Colorectal Cancer Screening: Just Do It
New research shows that a screening test called flexible sigmoidoscopy can reduce the risk of colorectal cancer. It's different than a colonoscopy, which is considered the gold standard in screening. Sigmoidoscopy doesn't look at the entire colon, just the lower part. Patients don't have to be sedated. And, they don't have to go through quite as much preparation before the procedure. But they would likely follow up with a colonoscopy if something abnormal is found.

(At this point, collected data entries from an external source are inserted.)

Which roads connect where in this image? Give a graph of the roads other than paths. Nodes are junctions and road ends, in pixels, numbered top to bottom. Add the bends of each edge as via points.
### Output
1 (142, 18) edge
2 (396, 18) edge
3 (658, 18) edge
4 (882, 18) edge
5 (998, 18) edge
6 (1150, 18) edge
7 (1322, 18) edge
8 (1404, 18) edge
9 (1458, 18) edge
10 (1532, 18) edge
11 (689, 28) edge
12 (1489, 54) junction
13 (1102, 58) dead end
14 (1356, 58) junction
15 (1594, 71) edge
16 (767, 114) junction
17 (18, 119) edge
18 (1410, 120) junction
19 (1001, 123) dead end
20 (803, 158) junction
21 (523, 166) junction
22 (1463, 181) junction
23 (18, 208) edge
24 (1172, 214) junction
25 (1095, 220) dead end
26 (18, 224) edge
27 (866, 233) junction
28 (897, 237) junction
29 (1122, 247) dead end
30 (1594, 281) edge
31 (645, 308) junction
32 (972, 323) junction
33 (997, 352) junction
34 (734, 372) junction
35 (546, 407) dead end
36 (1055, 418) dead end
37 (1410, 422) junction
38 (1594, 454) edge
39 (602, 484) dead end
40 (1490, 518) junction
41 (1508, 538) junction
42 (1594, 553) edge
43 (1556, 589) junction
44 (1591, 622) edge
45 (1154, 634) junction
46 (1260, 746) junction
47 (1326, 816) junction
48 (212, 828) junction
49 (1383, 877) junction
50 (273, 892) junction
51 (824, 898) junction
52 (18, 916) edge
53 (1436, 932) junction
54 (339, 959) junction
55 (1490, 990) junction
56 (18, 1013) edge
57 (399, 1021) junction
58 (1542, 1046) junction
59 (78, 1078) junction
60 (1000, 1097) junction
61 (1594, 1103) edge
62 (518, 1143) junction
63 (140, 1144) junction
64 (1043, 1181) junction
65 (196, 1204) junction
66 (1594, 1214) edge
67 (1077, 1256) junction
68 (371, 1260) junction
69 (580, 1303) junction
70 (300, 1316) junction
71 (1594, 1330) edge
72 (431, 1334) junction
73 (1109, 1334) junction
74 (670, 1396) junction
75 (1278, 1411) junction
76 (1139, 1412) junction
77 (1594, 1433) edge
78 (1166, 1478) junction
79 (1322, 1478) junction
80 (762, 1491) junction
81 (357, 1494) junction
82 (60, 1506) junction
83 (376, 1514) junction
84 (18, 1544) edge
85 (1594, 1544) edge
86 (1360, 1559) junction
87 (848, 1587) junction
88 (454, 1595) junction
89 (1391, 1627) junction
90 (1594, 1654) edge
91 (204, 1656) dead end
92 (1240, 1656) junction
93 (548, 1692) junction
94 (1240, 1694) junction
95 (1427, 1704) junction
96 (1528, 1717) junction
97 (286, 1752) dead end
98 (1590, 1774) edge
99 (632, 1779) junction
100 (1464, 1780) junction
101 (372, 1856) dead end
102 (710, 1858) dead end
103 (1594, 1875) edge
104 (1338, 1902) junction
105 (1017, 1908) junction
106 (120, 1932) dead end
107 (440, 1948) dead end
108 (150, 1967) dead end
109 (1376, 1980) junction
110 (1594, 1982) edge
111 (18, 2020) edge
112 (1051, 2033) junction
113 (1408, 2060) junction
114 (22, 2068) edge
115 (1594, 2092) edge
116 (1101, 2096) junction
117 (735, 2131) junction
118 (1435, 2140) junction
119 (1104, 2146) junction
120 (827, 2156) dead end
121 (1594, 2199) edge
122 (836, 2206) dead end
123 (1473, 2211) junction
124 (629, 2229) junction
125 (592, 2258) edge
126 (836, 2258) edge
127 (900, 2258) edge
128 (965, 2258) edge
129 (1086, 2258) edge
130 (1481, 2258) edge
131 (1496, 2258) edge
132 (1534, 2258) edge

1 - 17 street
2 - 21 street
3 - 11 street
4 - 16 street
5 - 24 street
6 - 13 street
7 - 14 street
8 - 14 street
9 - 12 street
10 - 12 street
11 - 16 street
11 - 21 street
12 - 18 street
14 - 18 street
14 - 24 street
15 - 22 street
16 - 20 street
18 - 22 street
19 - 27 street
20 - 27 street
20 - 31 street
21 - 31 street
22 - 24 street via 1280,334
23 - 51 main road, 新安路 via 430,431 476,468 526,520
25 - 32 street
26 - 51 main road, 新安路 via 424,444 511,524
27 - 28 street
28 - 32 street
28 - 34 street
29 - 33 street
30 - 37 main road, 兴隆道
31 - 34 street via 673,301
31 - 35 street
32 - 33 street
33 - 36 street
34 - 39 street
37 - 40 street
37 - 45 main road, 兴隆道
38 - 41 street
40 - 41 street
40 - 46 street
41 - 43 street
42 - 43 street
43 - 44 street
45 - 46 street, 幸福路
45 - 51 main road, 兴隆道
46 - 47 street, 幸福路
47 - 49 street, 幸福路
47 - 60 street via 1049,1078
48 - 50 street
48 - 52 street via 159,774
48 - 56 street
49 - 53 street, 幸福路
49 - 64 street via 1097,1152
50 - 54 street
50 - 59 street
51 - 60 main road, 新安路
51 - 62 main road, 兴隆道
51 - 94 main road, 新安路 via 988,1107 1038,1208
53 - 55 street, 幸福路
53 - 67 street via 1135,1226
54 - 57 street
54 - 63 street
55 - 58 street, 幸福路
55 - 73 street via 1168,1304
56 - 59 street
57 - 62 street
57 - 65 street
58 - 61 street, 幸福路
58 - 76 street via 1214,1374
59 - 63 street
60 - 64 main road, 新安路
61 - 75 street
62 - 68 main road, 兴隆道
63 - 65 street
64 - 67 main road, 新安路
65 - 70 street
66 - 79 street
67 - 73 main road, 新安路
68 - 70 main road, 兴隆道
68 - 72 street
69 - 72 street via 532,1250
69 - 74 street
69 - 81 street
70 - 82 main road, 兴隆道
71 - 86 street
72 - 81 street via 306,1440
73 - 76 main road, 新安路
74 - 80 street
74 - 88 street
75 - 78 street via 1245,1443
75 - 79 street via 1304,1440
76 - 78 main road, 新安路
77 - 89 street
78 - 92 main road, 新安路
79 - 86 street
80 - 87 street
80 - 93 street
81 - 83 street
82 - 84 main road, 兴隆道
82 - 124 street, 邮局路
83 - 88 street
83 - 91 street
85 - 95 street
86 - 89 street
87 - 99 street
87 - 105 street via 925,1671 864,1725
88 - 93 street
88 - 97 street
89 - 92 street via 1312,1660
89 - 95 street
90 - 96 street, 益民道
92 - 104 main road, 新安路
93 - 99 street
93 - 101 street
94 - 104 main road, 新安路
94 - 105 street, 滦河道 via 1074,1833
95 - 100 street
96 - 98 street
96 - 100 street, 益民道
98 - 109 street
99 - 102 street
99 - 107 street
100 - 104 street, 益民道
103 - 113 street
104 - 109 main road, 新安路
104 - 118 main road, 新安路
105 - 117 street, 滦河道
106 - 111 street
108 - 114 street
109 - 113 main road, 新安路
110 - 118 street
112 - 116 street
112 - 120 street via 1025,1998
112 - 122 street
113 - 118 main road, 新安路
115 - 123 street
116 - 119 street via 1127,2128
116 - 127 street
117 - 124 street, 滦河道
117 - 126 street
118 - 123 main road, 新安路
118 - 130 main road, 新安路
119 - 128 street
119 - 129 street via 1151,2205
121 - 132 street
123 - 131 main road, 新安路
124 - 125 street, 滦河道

Colorectal cancer is the second-leading cause of cancer death in the United States. Studies show it can be prevented with screening, yet some people put that off. "Sigmoidoscopy is less invasive than colonoscopy and carries a lower risk of the colon being perforated, which may make it more acceptable as a screening test to some patients," says Barnett Kramer, MD, of NIH's National Cancer Institute, which funded the study. "There are several effective screening tests for colorectal cancer and the most effective screening test is the one that people choose to take."
Quitting Smoking: The Genetics Connection
Why can some people quit smoking on their own, while others need the help of medication? Scientists say that it's, at least in part, because of genes. Researchers focused on genetic variations already associated with a higher risk of nicotine dependence and found that smokers who carry those variants have a harder time quitting on their own and benefit more than smokers without those variants from taking medications, such as nicotine replacement. Scientists say this information puts health providers a step closer to one day coming up with individualized plans to help patients quit smoking. The study was funded by several parts of the NIH: the National Institute on Drug Abuse, the National Human Genome Research Institute, the National Cancer Institute, and the Clinical and Translational Science Awards program administered by the National Center for Advancing Translational Sciences.
Growing Up Bilingual
A new study finds that children who grow up speaking two languages are better at multi-tasking than children who speak one language. But bilingual children aren't as quick to build a vocabulary of words they understand. Researchers asked the children to switch between different tasks and found that bilingual children made the change faster than students who learn only one language. "Bilinguals have two sets of language rules in mind, and their brains apparently are wired to toggle back and forth between them, depending on the circumstances," says Peggy McCardle, PhD., of NIH's Eunice Kennedy Shriver National Institute of Child Health and Human Development, which funded the study. McCardle heads a branch in the Institute that supports studies in child development, learning, and learning disabilities, to help children become skilled at reading and writing.
Treating Young People with Type 2 Diabetes
The obesity epidemic is causing more children to develop type 2 diabetes. Because type 2 diabetes has primarily been an adult illness until recently, there's little information on how to treat it in young people. Now, a new study provides much-needed information for this emerging health problem. Researchers have found treating young people who recently
developed diabetes with a combination of two drugs, metformin and rosiglitazone, worked better than giving them metformin alone.
Rosiglitazone is not recommended for use in practice, due to health risks found in adults. But the study shows the combination of two drugs worked better than single-drug therapy. The study also found type 2 diabetes progressed more quickly, and it was harder to treat, in youth than in adults. The study was funded by NIH's National Institute of Diabetes and Digestive and Kidney Diseases.